Tuberculous meningitis is a pathological manifestation occurring more frequently, followed by tuberculoma, tuberculous abscess, cerebral miliary tuberculosis, tuberculous encephalitis, and tuberculous arteritis [4]. Small tuberculous foci, which are also named Rich foci, are developed in the meninges, brain, or the spinal cord [3]. The increase of tubercles in the parenchyma of the brain without a rupture into the subarachnoid space leads to the development of tuberculomas [3]. They often appear as solitary lesions, although multiple tuberculomas may also develop [3]. The formation of brain abscess represents an unusual manifestation of CNS TB [3]. These can present as single or multiple lesions [6]. Since clinical symptoms are nonspecific, prompt diagnosis is challenging [4]. Malaise, mood disturbance, and headache may be the initial manifestations of central nervous system TB [4], followed by the classic symptoms of meningitis with vomiting, neck stiffness, and focal neurological deficits [7]. A previous history of exposure to TB or a positive tuberculin skin test may raise the diagnostic suspicion for TB CNS infection [7].

Tuberculomas and tuberculous brain abscesses follow a chronic clinical course from weeks to months and may be manifested with seizures, headaches, papilledema, or other signs of increased intracranial pressure [3]. Tuberculous brain abscesses are developed more acute (from 1 week to 3 months) than tuberculomas, and they are associated with fever, headaches, and focal neurological deficits [8]. In regards to the most suitable radiological approach for the detection of meningeal and parenchymal lesions in the context of CNS TB, contrast-enhanced MRI is considered superior to CT [9].

An initial therapeutic assessment of CNS TB consists of a two-month administration of the following pharmacological regimen: isoniazid, rifampicin, pyrazinamide, and ethambutol [3, 10]. A maintenance therapy of seven to ten months with isoniazid and rifampicin is suggested after that [3]. Parenteral forms of isoniazid, rifampicin, aminoglycosides and fluoroquinolones are available for intravenous administration in case that the patient presents an altered mental status [3].

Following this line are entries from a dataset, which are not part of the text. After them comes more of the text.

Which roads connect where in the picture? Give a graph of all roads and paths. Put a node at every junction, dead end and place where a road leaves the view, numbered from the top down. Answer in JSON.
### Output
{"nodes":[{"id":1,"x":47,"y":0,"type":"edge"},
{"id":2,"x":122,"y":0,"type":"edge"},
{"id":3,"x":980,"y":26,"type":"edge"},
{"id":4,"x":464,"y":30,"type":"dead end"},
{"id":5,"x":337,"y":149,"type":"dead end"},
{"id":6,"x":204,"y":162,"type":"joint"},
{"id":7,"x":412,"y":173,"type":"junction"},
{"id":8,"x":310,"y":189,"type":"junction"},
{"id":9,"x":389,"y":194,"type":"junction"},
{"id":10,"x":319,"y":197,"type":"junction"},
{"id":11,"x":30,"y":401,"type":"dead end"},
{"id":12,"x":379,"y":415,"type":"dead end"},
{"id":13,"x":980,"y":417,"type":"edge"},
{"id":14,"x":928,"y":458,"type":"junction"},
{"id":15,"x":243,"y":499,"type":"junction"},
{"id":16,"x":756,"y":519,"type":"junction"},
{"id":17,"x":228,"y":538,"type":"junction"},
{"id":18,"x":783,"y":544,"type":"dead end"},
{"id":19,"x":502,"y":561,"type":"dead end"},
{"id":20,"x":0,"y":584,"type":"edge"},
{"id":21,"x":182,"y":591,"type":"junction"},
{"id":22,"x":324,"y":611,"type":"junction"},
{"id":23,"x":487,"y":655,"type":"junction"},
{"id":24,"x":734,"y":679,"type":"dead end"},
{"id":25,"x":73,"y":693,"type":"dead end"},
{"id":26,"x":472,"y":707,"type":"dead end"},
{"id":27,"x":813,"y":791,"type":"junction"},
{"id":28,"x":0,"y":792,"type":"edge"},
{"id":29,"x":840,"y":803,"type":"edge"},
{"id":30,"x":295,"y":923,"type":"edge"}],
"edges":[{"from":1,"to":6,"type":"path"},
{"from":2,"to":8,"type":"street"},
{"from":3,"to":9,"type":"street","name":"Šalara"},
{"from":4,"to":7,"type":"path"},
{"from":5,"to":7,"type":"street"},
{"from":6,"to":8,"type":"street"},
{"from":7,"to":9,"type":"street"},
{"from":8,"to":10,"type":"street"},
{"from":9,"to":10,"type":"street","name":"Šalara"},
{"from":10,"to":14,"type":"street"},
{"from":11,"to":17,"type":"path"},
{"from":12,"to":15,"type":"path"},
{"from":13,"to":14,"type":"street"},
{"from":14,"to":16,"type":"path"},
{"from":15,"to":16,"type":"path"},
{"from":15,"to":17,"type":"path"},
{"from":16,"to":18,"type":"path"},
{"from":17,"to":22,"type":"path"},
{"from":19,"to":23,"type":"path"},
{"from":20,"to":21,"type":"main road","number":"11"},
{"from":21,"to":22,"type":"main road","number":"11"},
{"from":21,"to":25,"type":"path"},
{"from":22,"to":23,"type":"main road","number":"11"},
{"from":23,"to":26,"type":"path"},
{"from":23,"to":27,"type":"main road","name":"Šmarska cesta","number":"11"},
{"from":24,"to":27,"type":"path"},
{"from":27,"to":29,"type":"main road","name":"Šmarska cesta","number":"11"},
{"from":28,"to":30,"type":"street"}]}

We presented an unusual case of CNS TB in a patient without any apparent predisposing risk factors such as previous exposure to TB, malignancy, malnutrition, or alcohol abuse. Our case also highlights the necessity for the physicians to maintain a high level of suspicion for the unusual presentations of extrapulmonary TB especially in countries where the disease is endemic [11]. Much of the diagnostic management of this case was orientated to detect the primary malignancy site of an apparent brain metastatic disease, presumably leading to medical staff and patient uncertainty. New cases of TB infection are potentially present since migration or economic vulnerability can enhance this eventuality. In Greece, the crisis is expected to challenge surveillance mechanisms, and an integrated plan to prevent underreporting, and its consequences, is needed [12]. This case report offers an educational message for the eventuality of a serious communicable disease diagnosis which for many physicians is out of their practicing awareness. The diagnostic delays may lead to patient and community health safety.

A written informed consent was obtained from the patient for the publication of this paper and the accompanying images.

Conflict of Interests

On behalf of all the authors, the corresponding author states that there is no conflict of interests.

Acknowledgment

Part of this paper was presented during the 3rd Southeast European Conference on Chemotherapy and Infection, 8–11 November 2012, Dubrovnic, Croatia.